In The Invention of Tradition, Eric Hobsbawm and Terence Ranger argue that what has been seen as simply rooted in time may in fact have an unexpectedly recent history.7 Does this invalidate the tradition? Not necessarily, but it does require that we think about the border between thought and its other. Tradition is that which we are willing to not think about, to regard as simply pre-rationally constitutive of identity. To regard tradition as having recent history is to subject it to thought and, possibly, to raise questions about the identity which it supports.
Place is like this. For many, its stability and permanence are important because they legitimate identity. But if place comes and goes, if it has a history like tradition, can it do the work that many thinkers and practitioners want it to do? Can it really support identity? We create place like we sometimes create tradition, for good reasons. Places tell us who we are at our best, but like tradition, places tend to get out of hand and have the potential as well to show us who we are at our worst. Thus, the transitions of place, rather than just the stability of place, is worthy of attention.
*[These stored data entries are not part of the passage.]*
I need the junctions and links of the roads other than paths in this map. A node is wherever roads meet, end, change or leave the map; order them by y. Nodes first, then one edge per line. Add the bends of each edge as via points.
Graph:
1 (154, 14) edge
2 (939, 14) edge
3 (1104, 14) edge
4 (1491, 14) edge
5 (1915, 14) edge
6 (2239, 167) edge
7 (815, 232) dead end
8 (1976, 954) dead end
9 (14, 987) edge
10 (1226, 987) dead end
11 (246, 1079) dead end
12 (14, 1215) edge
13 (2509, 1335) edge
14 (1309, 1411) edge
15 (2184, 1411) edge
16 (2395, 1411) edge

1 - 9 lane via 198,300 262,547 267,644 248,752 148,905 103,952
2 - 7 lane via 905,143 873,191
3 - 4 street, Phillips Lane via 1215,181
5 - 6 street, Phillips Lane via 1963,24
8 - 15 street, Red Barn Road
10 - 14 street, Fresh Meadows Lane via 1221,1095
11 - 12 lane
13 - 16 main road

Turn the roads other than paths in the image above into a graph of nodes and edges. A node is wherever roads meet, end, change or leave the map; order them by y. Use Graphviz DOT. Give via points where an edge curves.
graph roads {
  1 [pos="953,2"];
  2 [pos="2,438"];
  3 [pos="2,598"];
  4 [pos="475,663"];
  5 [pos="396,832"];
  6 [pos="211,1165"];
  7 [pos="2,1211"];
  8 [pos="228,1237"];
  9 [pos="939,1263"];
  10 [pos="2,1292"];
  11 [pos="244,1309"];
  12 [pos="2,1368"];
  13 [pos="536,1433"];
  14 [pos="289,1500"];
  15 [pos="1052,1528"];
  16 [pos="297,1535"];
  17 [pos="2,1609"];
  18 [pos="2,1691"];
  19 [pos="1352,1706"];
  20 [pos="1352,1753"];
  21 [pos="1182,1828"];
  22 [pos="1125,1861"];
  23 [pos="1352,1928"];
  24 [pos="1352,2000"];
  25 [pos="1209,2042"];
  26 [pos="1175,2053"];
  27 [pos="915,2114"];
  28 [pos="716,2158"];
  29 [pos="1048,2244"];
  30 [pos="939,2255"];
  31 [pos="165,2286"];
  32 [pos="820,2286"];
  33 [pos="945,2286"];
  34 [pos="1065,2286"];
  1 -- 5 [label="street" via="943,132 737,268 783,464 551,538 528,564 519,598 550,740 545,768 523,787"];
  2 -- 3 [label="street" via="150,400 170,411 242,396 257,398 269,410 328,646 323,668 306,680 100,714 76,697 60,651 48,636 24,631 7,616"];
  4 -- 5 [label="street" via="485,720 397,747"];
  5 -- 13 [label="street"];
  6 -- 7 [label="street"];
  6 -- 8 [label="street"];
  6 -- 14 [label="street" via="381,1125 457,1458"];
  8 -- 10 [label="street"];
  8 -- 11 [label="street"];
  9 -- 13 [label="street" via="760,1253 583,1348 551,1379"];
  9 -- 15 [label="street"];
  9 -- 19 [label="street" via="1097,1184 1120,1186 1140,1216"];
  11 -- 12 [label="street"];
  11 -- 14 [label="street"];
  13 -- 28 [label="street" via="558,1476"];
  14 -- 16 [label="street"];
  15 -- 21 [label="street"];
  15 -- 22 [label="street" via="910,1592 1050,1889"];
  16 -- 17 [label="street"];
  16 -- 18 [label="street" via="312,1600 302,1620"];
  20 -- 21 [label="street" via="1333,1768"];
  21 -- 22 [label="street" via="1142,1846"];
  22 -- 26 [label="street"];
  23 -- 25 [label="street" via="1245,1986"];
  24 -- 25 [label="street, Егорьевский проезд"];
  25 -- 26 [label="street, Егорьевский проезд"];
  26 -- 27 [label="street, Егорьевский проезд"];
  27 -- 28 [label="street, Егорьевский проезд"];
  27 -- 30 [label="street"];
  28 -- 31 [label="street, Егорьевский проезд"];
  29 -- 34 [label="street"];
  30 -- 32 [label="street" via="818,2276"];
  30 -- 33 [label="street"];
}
4. How can places be both one and not one at the same time? That is, how is it possible that places can have both a unity and a contradiction of meaning at the same time? The easy answer is to regard this paradox as one of subjectivity—we bring interpretations to places such that the same place can be a completely different experience for different people. But if place exists in a hermeneutical circle, then place itself is already interpreted. So the paradox exists in the very nature of place itself, not as a later subjective interpretation on an objective feature of the world. At the same time, place is not just the product of subjectivity—it is not all relative. Place, like reality, “bites back.” Places resist some interpretations and reject others, even as they make some possible.
To me, the lesson in all this is clear. One’s path to a concept matters, and the questions that can be raised about that concept become available the more one is clear on where the questions are coming from.
1 Augé, Marc. Non-places: Introduction to an Anthropology of Supermodernity. London: Verso, 1995.
2. I am aware of the problematic phrasing here. What if, as Edward Casey (e.g., Getting Back into Place, Bloomington: University of Indiana Press, 1996) and others argue, place precedes space?
3. Boehme’s dialectical philosophy earned him the title of the “first German philosopher” from Hegel.
4. Augustana University College is now the Augustana Faculty of the University of Alberta.
5. See my “Philosophy as If Place Mattered: The Situation of African Philosophy,” Havi Carel and David Gomez, eds. What Philosophy Is. London: Continuum Publishers, 2004, pp. 103-115.
6. For more on this, see my “Walls and Borders: The Range of Place”, City and Community, forthcoming.
7. Eric Hobsbawm & Terence Ranger, eds. The Invention of Tradition. Cambridge: Cambridge University Press, 1983, 1992.